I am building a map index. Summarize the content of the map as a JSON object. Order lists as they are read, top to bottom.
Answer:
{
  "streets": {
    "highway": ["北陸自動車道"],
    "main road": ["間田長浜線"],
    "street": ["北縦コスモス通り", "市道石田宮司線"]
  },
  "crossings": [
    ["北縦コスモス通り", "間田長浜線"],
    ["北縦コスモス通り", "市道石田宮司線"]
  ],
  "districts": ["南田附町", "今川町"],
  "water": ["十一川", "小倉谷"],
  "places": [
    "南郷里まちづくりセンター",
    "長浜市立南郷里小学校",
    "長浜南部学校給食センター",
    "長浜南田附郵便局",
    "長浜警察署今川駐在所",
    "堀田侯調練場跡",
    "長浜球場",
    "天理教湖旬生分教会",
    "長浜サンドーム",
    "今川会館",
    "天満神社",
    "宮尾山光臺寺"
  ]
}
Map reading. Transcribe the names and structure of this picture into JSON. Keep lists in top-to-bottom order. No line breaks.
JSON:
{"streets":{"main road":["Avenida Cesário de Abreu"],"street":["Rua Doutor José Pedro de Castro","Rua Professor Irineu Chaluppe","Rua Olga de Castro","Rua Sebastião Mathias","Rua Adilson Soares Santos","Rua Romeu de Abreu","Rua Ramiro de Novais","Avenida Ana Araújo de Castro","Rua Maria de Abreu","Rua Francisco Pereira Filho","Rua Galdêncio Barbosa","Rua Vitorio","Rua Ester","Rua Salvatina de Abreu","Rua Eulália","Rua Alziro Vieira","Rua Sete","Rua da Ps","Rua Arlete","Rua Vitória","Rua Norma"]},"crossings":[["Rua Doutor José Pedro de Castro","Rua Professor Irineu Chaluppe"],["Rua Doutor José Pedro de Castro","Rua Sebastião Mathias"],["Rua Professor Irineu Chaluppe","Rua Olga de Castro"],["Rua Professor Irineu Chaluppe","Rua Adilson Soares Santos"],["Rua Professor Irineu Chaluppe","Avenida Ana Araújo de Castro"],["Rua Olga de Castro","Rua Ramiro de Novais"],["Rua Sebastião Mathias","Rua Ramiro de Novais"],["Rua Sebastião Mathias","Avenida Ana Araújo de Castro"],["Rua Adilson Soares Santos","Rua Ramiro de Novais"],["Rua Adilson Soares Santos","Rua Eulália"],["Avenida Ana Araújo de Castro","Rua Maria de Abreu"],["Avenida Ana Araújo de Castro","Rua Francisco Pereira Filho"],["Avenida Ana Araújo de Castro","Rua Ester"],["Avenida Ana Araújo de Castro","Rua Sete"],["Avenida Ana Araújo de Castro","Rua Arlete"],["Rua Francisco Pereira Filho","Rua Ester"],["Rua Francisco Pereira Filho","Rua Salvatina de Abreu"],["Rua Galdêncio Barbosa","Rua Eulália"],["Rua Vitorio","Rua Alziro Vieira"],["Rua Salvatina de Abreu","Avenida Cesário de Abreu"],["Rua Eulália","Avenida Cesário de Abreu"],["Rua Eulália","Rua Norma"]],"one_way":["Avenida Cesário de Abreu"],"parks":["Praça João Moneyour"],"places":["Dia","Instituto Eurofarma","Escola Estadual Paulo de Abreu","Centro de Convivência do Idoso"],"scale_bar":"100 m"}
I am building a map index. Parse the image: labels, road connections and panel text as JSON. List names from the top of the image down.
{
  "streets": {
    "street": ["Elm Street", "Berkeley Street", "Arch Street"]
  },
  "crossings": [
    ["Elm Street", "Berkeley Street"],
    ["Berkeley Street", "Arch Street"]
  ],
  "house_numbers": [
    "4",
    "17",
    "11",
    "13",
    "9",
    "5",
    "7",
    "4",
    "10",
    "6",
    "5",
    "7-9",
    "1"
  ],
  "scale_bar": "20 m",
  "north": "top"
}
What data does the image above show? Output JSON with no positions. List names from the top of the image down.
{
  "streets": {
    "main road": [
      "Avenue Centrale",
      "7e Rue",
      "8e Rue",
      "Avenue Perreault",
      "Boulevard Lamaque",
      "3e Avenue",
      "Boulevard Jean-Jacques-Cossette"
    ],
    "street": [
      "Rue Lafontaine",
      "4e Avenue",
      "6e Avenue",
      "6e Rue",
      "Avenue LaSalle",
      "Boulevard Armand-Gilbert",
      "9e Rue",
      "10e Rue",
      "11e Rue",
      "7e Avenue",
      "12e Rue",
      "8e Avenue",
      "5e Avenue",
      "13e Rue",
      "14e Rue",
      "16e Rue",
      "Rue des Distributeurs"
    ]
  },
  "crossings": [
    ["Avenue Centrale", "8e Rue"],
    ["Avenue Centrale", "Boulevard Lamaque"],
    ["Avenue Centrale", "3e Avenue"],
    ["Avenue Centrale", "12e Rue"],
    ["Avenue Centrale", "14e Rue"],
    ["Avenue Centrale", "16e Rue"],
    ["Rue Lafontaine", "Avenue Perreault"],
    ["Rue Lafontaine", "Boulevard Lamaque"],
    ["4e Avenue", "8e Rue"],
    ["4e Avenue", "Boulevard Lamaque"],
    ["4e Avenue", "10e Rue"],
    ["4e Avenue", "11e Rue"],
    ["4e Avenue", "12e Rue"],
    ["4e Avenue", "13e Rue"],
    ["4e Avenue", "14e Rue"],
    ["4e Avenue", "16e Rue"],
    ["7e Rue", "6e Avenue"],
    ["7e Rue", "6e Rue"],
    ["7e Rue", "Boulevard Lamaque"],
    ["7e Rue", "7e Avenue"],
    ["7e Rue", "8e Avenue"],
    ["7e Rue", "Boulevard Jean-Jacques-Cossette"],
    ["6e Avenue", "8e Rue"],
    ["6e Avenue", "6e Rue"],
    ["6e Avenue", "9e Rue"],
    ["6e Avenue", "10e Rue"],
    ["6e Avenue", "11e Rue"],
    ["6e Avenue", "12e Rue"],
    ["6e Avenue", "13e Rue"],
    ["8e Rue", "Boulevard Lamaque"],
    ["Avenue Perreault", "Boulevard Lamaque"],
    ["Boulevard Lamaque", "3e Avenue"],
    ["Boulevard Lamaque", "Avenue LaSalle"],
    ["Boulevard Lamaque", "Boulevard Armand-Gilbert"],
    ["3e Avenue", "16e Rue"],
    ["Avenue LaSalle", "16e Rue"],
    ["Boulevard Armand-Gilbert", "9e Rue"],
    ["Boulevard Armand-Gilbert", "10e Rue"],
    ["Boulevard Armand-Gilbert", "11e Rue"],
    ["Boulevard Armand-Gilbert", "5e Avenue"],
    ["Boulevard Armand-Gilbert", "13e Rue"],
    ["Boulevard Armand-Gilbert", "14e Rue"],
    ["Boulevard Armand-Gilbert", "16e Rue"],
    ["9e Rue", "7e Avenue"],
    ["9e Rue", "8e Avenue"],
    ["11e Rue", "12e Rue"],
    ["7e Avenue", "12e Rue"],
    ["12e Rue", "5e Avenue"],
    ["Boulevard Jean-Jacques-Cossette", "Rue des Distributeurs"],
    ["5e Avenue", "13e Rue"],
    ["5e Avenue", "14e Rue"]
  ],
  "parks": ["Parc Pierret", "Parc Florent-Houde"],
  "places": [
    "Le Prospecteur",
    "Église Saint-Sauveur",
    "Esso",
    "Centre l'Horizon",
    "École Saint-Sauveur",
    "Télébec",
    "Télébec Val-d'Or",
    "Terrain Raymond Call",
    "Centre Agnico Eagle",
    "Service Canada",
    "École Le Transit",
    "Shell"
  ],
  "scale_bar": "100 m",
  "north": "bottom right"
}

==*==

# Task to carry out
From the first line of the listing above to the line with "Map reading. Transcribe", please transcribe each line exactly, both ends included, and nothing beyond that.

# Written solution
I am building a map index. Summarize the content of the map as a JSON object. Order lists as they are read, top to bottom.
Answer:
{
  "streets": {
    "highway": ["北陸自動車道"],
    "main road": ["間田長浜線"],
    "street": ["北縦コスモス通り", "市道石田宮司線"]
  },
  "crossings": [
    ["北縦コスモス通り", "間田長浜線"],
    ["北縦コスモス通り", "市道石田宮司線"]
  ],
  "districts": ["南田附町", "今川町"],
  "water": ["十一川", "小倉谷"],
  "places": [
    "南郷里まちづくりセンター",
    "長浜市立南郷里小学校",
    "長浜南部学校給食センター",
    "長浜南田附郵便局",
    "長浜警察署今川駐在所",
    "堀田侯調練場跡",
    "長浜球場",
    "天理教湖旬生分教会",
    "長浜サンドーム",
    "今川会館",
    "天満神社",
    "宮尾山光臺寺"
  ]
}
Map reading. Transcribe the names and structure of this picture into JSON. Keep lists in top-to-bottom order. No line breaks.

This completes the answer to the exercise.